[Saved data entries]
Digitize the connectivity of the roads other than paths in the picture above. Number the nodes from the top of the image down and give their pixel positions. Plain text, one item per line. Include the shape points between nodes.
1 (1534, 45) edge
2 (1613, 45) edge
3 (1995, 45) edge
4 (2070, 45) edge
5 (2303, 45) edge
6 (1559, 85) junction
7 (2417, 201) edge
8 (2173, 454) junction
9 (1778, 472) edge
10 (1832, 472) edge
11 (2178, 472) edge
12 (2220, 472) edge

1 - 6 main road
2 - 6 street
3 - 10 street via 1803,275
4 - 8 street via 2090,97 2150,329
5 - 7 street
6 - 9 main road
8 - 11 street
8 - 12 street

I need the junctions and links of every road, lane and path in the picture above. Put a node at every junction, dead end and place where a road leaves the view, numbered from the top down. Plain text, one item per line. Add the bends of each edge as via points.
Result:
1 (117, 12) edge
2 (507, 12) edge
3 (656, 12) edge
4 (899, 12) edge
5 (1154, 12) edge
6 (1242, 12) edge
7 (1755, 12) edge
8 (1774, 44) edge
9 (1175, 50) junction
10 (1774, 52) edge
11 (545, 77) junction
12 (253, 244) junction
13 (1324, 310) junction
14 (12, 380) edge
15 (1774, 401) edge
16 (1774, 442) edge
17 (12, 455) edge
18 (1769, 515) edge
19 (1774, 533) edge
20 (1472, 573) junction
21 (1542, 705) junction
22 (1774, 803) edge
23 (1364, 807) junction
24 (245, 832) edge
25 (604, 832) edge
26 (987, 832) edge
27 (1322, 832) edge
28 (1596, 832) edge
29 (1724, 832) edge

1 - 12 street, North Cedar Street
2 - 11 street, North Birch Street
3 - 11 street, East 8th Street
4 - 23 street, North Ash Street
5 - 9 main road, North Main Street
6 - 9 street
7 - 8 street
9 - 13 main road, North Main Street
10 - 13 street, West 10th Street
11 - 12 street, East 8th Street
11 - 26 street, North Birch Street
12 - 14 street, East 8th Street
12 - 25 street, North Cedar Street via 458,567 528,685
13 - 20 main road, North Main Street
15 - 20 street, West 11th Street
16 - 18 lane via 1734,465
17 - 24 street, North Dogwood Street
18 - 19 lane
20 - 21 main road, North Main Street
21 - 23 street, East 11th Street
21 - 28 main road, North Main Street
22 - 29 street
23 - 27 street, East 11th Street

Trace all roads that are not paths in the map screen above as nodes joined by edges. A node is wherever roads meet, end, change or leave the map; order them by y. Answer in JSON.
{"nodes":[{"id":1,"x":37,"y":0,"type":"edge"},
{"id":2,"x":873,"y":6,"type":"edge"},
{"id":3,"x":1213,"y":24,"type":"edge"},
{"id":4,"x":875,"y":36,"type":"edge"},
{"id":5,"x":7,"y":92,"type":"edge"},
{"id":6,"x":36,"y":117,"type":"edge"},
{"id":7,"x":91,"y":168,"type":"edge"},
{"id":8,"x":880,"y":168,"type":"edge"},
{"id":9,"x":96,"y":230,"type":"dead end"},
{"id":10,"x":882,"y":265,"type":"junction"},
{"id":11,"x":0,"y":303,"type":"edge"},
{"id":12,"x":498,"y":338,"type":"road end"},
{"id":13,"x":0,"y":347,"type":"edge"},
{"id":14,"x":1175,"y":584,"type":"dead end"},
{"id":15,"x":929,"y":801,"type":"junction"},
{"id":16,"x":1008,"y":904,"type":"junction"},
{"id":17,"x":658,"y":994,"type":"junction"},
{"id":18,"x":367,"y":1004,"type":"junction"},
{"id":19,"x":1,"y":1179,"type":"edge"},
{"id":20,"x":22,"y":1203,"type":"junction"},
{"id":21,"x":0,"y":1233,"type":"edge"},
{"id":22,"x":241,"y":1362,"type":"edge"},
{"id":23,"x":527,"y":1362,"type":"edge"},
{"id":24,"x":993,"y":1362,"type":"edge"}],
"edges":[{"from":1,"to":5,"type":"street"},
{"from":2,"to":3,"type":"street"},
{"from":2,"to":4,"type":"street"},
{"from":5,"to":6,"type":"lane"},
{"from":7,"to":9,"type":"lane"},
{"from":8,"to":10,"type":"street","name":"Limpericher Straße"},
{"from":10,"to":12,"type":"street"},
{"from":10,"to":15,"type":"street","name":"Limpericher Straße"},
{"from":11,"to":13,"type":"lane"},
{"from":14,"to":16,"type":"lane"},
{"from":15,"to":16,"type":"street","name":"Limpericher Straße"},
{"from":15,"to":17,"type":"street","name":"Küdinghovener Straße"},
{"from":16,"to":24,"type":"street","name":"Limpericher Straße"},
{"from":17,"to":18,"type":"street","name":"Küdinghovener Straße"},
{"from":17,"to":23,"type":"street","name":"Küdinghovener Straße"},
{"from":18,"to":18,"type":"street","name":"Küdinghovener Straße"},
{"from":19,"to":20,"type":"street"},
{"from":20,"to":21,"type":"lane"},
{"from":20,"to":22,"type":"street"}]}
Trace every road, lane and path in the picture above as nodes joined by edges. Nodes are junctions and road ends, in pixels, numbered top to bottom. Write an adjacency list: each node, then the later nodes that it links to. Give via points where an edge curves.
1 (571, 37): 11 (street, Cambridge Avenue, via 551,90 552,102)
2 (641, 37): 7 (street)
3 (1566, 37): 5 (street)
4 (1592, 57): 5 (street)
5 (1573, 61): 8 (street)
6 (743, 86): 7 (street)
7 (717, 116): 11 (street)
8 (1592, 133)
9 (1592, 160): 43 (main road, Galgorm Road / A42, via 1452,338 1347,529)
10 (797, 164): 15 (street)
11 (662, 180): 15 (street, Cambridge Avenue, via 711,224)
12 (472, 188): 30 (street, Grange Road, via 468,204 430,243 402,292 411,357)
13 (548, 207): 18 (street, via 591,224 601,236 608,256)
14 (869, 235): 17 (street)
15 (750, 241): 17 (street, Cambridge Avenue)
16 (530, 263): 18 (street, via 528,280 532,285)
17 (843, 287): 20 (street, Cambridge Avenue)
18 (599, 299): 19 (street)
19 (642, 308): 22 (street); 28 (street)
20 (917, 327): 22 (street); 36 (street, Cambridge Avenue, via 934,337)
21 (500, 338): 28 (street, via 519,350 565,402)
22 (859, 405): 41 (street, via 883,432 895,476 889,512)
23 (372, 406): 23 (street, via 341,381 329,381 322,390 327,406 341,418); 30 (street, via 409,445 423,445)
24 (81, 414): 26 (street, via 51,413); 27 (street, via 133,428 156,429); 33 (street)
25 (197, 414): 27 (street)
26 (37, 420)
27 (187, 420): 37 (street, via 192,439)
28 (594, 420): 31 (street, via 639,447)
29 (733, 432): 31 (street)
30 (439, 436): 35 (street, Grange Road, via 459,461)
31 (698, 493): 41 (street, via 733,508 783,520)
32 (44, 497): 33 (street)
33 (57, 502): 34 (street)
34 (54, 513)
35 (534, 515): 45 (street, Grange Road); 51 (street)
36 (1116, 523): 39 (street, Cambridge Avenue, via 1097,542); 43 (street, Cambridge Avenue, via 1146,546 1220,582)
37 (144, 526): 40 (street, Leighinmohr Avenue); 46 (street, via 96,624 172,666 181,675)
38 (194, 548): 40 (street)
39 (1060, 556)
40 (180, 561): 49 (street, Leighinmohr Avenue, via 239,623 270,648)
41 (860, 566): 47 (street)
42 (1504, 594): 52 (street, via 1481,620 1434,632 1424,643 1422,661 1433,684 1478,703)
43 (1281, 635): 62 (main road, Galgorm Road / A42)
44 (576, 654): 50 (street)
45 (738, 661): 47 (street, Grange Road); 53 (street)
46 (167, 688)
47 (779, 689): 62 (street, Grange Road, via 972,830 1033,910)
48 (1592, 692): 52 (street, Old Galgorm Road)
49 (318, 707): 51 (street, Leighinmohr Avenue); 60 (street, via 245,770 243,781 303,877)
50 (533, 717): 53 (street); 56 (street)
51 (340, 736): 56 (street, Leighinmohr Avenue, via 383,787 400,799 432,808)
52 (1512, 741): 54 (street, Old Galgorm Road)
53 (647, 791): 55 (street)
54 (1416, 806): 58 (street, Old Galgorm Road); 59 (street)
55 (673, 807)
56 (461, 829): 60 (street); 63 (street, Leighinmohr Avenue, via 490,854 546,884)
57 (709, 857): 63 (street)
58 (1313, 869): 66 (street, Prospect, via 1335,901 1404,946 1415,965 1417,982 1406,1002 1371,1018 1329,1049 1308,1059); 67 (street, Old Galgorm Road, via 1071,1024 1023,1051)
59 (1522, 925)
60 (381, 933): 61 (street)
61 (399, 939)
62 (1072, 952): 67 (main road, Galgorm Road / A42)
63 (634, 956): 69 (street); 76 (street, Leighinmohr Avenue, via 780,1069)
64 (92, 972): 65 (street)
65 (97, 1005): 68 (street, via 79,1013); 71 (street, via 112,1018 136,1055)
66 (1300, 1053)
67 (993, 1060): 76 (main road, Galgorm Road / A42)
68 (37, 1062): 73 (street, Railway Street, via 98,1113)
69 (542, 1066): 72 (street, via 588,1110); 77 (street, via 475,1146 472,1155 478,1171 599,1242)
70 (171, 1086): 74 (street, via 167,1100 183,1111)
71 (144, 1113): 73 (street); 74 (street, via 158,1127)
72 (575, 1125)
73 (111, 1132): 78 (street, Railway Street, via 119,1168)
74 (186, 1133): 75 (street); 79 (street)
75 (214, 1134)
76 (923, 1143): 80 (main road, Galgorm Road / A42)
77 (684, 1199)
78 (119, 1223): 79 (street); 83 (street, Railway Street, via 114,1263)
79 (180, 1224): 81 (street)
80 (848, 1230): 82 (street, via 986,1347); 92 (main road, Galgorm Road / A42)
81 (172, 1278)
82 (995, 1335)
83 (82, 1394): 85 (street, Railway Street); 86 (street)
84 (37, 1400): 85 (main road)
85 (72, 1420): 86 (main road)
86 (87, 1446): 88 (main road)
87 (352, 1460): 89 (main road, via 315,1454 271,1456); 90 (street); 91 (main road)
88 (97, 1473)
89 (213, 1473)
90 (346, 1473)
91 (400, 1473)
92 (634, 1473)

» **Task directions**
Each line of the data that holds "Birch" should be copied.

» **Result of this task**
2 - 11 street, North Birch Street
11 - 26 street, North Birch Street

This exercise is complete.